WHAT YOU WILL DO: Find every line below with the string "paths" and pick it out.

**** MATERIAL PROVIDED ****

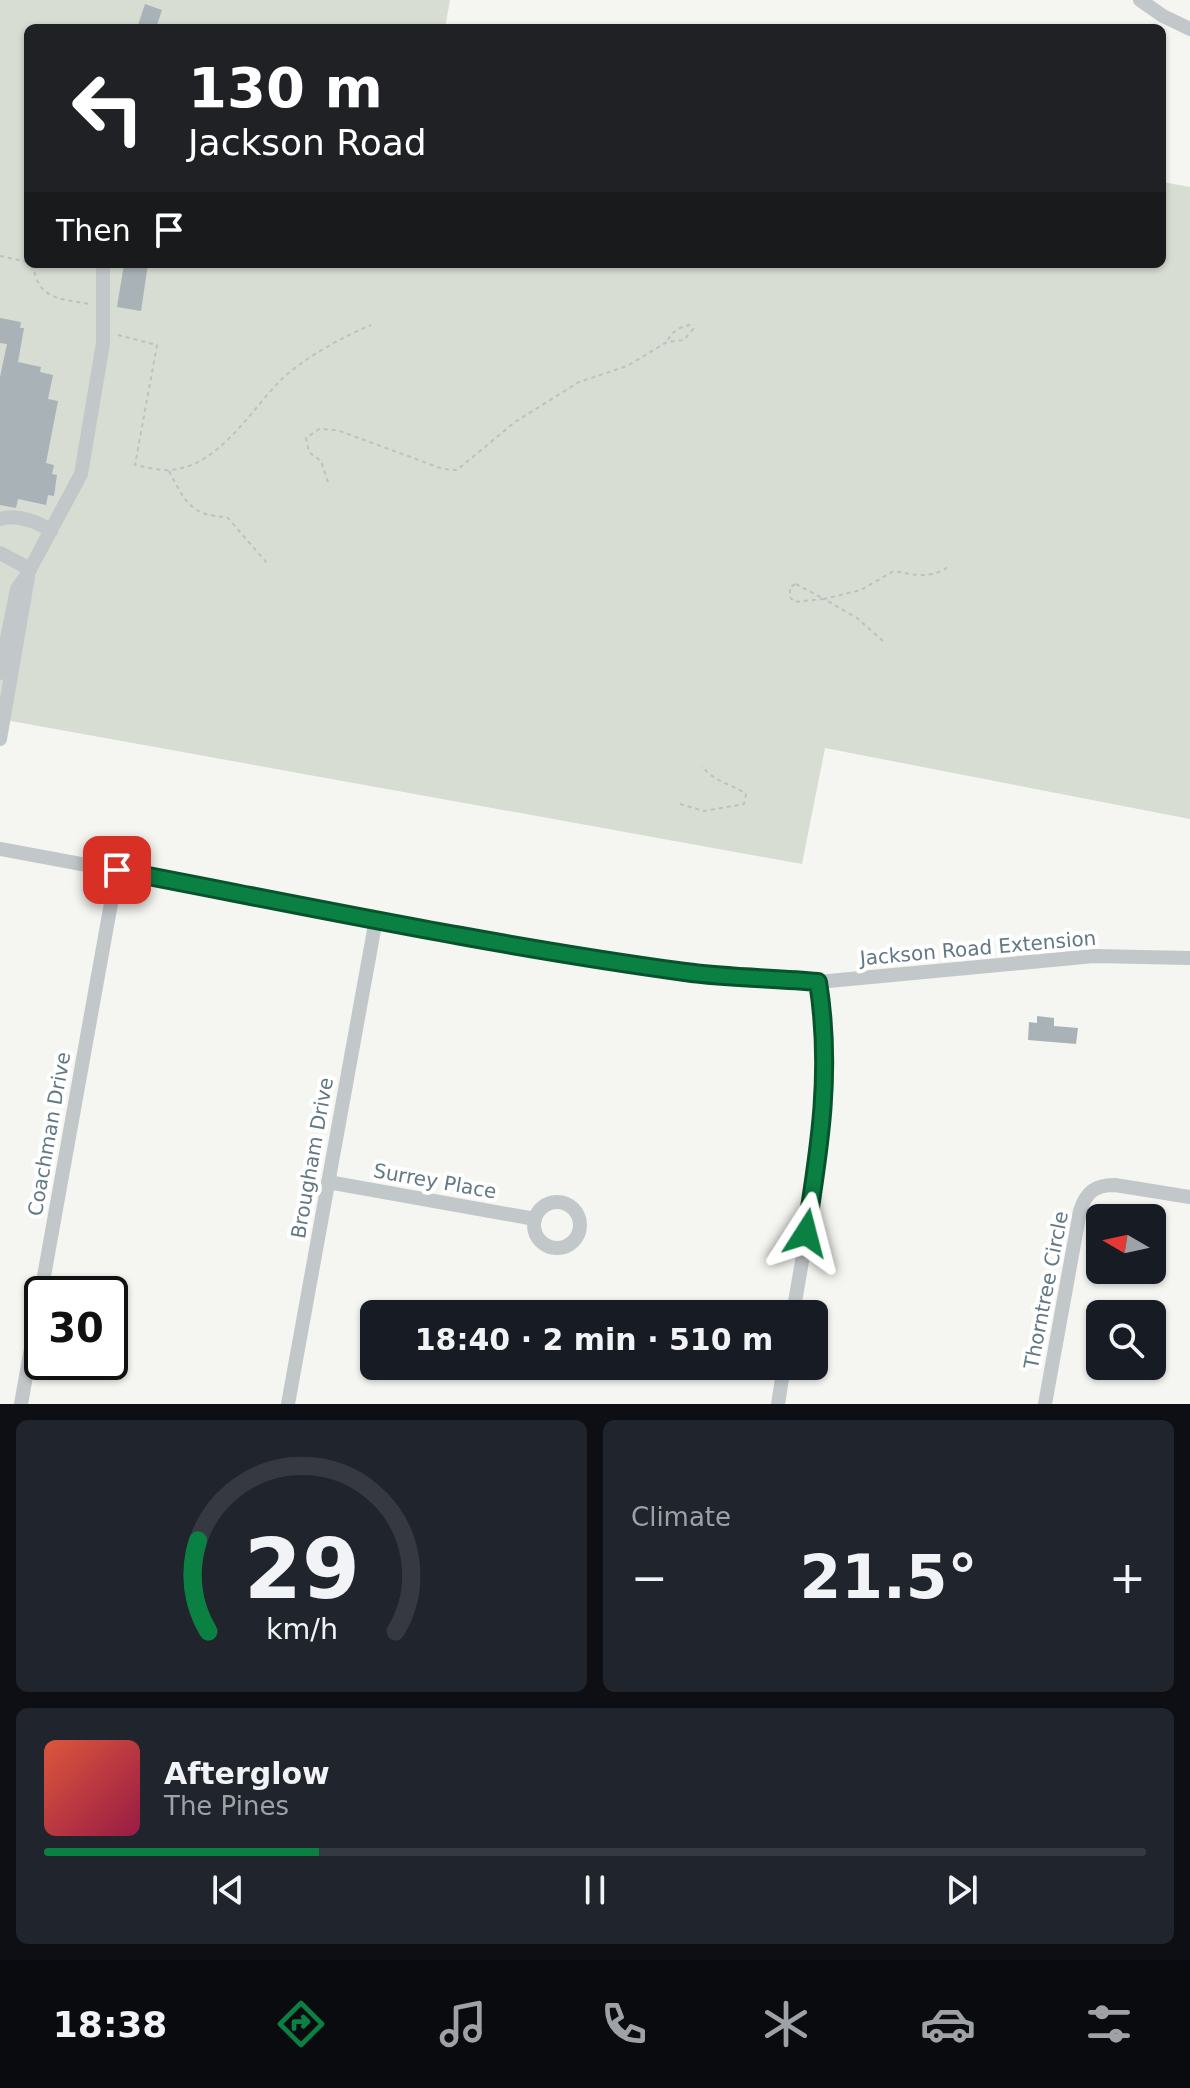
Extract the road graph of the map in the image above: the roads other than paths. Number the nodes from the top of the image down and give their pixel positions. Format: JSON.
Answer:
{"nodes":[{"id":1,"x":1140,"y":0,"type":"edge"},
{"id":2,"x":1190,"y":29,"type":"edge"},
{"id":3,"x":103,"y":268,"type":"edge"},
{"id":4,"x":0,"y":519,"type":"edge"},
{"id":5,"x":51,"y":531,"type":"junction"},
{"id":6,"x":5,"y":555,"type":"edge"},
{"id":7,"x":29,"y":571,"type":"junction"},
{"id":8,"x":0,"y":673,"type":"edge"},
{"id":9,"x":0,"y":739,"type":"edge"},
{"id":10,"x":0,"y":849,"type":"edge"},
{"id":11,"x":117,"y":870,"type":"junction"},
{"id":12,"x":376,"y":919,"type":"junction"},
{"id":13,"x":1190,"y":958,"type":"edge"},
{"id":14,"x":818,"y":982,"type":"junction"},
{"id":15,"x":328,"y":1182,"type":"junction"},
{"id":16,"x":1190,"y":1197,"type":"edge"},
{"id":17,"x":535,"y":1219,"type":"dead end"},
{"id":18,"x":795,"y":1300,"type":"edge"},
{"id":19,"x":782,"y":1380,"type":"edge"},
{"id":20,"x":21,"y":1404,"type":"edge"},
{"id":21,"x":288,"y":1404,"type":"edge"},
{"id":22,"x":778,"y":1404,"type":"edge"},
{"id":23,"x":1045,"y":1404,"type":"edge"}],
"edges":[{"from":1,"to":2,"type":"street"},
{"from":3,"to":5,"type":"street"},
{"from":4,"to":5,"type":"street"},
{"from":5,"to":7,"type":"street"},
{"from":6,"to":7,"type":"street"},
{"from":7,"to":8,"type":"street"},
{"from":7,"to":9,"type":"street"},
{"from":10,"to":11,"type":"street","name":"Jackson Road Extension"},
{"from":11,"to":12,"type":"street","name":"Jackson Road Extension"},
{"from":11,"to":20,"type":"street","name":"Coachman Drive"},
{"from":12,"to":14,"type":"street","name":"Jackson Road Extension"},
{"from":12,"to":15,"type":"street","name":"Brougham Drive"},
{"from":13,"to":14,"type":"street","name":"Jackson Road Extension"},
{"from":14,"to":18,"type":"street"},
{"from":15,"to":17,"type":"street","name":"Surrey Place"},
{"from":15,"to":21,"type":"street","name":"Brougham Drive"},
{"from":16,"to":23,"type":"street","name":"Thorntree Circle"},
{"from":19,"to":22,"type":"street"}]}
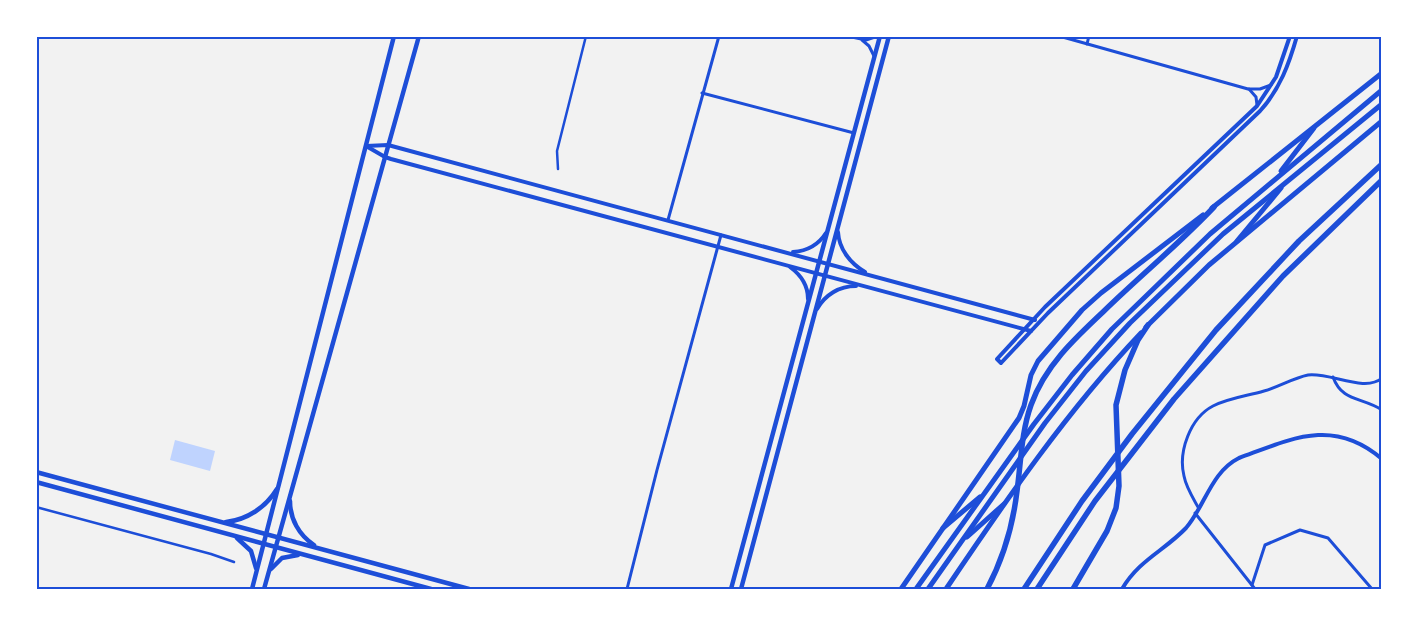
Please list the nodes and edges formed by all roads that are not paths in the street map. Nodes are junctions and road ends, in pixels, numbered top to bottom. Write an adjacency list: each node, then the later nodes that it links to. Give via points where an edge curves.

****

SOLUTION BELOW:
Extract the road graph of the map in the image above: the roads other than paths. Number the nodes from the top of the image down and give their pixel positions. Format: JSON.
Please list the nodes and edges formed by all roads that are not paths in the street map. Nodes are junctions and road ends, in pixels, numbered top to bottom. Write an adjacency list: each node, then the later nodes that it links to. Give via points where an edge curves.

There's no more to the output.